The fight to develop meaningful evaluations for public school teachers has been long, difficult, but necessary. Under most current evaluation systems, principals observe teachers in the classroom a few times at most during the school year. The teacher is notified of these visits in advance, and they usually last less than a complete class period. The teacher’s rating is then based largely on the principal’s observation. Neither principals nor teachers take the evaluations seriously, in part because the results have no meaningful influence on the teacher’s compensation or job security. It shouldn’t be surprising, then, that, in many school districts, it’s common for 98 percent or more of teachers to be rated “satisfactory” or better. Such rubber-stamp evaluations are bad for students stuck with ineffective teachers. And they don’t help teachers, either—those interested in meaningful feedback about their performance, at least.

Teachers’ unions kept meaningful evaluations off the table for many years. Their anxieties about assessment weren’t completely unwarranted; both quantitative and qualitative measures of teacher performance contain flaws. But that’s precisely why both types of assessments should be used, as they will be in New York: the strength of each measure helps mitigate weaknesses in the other.

Teachers are wary, for instance, of seeing their performance assessment based on students’ standardized test scores, because math and reading exams are blunt instruments that only tell us about part of what teachers do in the classroom. Further, as statistical tools, such assessments are by definition influenced by random error. Some bad teachers will incorrectly be identified as effective, and some average and good teachers will get lower ratings than they deserve. That’s why assessment of student test scores should be supplemented with in-person observations of teachers’ performance. Such observations will allow principals to identify cases when great teachers posted low test scores because the margin of random error worked against them or because of some other mitigating factor. Principals will also be able to identify teachers who make contributions to the school unrelated to their own students’ test scores—mentoring younger teachers, for example.
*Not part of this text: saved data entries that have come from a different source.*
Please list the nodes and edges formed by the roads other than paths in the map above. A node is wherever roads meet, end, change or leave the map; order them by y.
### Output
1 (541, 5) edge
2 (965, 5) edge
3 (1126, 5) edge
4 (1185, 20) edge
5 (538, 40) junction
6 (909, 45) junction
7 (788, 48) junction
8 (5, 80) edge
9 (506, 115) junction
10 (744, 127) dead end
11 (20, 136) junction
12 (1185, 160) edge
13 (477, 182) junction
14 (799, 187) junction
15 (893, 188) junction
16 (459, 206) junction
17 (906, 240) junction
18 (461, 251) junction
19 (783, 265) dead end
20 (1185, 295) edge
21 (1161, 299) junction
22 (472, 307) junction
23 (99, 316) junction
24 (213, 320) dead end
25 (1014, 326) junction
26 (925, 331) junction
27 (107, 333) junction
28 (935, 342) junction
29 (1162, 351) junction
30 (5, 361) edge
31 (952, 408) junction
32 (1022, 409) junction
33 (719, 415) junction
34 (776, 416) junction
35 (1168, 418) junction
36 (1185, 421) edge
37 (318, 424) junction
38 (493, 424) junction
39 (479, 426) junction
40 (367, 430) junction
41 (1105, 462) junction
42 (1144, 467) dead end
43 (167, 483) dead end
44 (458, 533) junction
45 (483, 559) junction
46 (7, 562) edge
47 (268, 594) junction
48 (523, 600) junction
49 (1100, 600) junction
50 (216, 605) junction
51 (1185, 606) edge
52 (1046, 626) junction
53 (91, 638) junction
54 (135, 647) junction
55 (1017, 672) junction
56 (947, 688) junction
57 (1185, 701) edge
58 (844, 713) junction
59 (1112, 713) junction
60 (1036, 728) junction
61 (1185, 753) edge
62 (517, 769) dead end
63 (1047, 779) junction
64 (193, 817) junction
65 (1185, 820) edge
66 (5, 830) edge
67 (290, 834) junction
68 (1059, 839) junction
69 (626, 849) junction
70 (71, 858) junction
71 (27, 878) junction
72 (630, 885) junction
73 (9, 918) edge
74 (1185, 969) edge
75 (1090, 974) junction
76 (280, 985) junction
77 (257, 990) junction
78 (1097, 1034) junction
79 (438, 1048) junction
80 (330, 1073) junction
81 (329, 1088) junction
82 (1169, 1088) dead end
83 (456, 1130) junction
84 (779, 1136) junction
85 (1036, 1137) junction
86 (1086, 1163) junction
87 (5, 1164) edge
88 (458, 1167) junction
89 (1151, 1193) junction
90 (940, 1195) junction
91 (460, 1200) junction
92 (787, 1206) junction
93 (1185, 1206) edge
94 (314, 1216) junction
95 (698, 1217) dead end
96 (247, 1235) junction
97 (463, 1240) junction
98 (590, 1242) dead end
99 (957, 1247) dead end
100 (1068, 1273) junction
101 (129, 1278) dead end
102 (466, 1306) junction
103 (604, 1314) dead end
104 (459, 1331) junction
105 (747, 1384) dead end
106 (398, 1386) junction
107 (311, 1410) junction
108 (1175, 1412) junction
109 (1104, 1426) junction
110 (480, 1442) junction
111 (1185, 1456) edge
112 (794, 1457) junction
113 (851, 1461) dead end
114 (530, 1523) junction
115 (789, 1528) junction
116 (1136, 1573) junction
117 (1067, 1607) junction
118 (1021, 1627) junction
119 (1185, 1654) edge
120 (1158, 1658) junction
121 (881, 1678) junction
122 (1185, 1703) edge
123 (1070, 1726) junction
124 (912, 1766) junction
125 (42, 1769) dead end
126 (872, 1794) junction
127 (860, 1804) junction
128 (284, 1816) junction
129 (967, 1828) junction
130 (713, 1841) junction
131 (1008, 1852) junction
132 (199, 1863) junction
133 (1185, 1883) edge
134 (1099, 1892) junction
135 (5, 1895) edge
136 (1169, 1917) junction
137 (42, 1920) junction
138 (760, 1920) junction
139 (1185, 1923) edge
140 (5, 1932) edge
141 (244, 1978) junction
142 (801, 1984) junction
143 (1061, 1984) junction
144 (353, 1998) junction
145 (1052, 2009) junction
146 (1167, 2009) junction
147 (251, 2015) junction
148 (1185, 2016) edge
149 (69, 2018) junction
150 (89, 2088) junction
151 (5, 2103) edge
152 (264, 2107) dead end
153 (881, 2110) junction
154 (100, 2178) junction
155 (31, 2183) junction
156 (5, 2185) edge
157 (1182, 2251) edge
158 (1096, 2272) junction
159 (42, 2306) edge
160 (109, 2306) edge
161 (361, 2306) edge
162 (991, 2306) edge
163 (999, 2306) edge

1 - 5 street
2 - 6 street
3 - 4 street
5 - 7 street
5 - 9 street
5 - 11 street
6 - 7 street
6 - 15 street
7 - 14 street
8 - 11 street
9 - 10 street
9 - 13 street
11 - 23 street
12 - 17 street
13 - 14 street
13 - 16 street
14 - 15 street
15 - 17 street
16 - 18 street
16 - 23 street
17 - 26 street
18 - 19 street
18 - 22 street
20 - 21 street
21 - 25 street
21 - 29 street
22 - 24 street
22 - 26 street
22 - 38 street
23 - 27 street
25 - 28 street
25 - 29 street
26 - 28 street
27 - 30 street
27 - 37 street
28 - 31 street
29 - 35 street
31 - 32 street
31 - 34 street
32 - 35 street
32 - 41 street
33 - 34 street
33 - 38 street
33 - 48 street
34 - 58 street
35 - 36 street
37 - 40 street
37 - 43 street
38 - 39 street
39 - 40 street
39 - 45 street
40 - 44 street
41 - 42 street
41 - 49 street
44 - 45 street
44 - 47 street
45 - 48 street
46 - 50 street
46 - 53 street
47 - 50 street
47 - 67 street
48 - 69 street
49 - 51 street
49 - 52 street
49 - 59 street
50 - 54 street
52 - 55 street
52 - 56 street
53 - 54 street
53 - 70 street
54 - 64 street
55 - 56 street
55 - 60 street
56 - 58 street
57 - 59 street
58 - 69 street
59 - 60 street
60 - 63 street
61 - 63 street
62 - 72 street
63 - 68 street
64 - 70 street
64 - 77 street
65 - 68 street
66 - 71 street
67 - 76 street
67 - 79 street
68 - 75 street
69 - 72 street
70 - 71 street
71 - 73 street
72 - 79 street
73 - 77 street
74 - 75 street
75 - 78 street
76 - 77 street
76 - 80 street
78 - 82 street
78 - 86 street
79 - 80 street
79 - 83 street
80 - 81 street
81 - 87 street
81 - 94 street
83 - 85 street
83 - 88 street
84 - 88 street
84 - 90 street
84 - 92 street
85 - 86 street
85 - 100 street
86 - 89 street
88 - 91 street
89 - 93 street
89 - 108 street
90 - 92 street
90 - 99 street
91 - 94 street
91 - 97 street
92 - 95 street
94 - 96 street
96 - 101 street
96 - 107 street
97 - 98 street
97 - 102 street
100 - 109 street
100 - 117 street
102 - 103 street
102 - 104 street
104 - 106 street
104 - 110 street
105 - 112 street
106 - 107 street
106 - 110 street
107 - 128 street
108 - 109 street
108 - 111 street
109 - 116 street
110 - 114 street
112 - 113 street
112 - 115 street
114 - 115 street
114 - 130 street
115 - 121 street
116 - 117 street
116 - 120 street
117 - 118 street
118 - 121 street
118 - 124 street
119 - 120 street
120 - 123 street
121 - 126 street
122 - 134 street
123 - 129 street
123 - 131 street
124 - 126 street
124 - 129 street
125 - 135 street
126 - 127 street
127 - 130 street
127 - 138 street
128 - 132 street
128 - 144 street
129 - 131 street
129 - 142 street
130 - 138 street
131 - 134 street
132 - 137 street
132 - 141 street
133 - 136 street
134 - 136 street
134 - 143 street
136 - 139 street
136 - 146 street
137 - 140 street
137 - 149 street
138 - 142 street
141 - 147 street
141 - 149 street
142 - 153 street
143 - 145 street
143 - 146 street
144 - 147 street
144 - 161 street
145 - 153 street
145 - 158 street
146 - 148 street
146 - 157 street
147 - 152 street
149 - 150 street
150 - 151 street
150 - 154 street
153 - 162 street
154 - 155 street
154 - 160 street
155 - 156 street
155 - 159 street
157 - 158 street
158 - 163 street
But we can’t rely entirely on principal assessments of a teacher’s performance. Before collective bargaining gave teachers their political influence, administrators commonly abused their power and dismissed teachers for various reasons, including their political beliefs and race—and even for getting pregnant. Of course, the law now protects teachers from many of these abuses. But teachers worry that if given too much power, administrators might feel emboldened to remove them for personal reasons or if they speak out about problems in the school.

This is where test scores come in. Despite their imperfections, they are a good supplement to principal assessments because they provide an objective measure of teacher performance. The computer cares only about whether students in a teacher’s classroom appear to be making academic gains—not whether the teacher is a whistleblower or whether he has had a personal conflict with an administrator. Teachers whose students are making academic progress needn’t worry about receiving an unfair rating. This alone gives teachers a reason to embrace test-score analysis eventually: it will protect them from inappropriate actions by administrators. A principal looking to fire an effective teacher for personal reasons can’t do so unless the test scores of that teacher’s students happen not to represent her classroom performance accurately. That situation is possible but unlikely; research shows that in most cases, principal observations and test-score analysis will come to the same conclusions.

In developing a new system capable of identifying the best and worst teachers, the Empire State has joined a growing number of school systems around the country. Still more states and school districts should move in New York’s direction. If implemented properly and fairly, these new evaluation systems will benefit not only kids but teachers as well.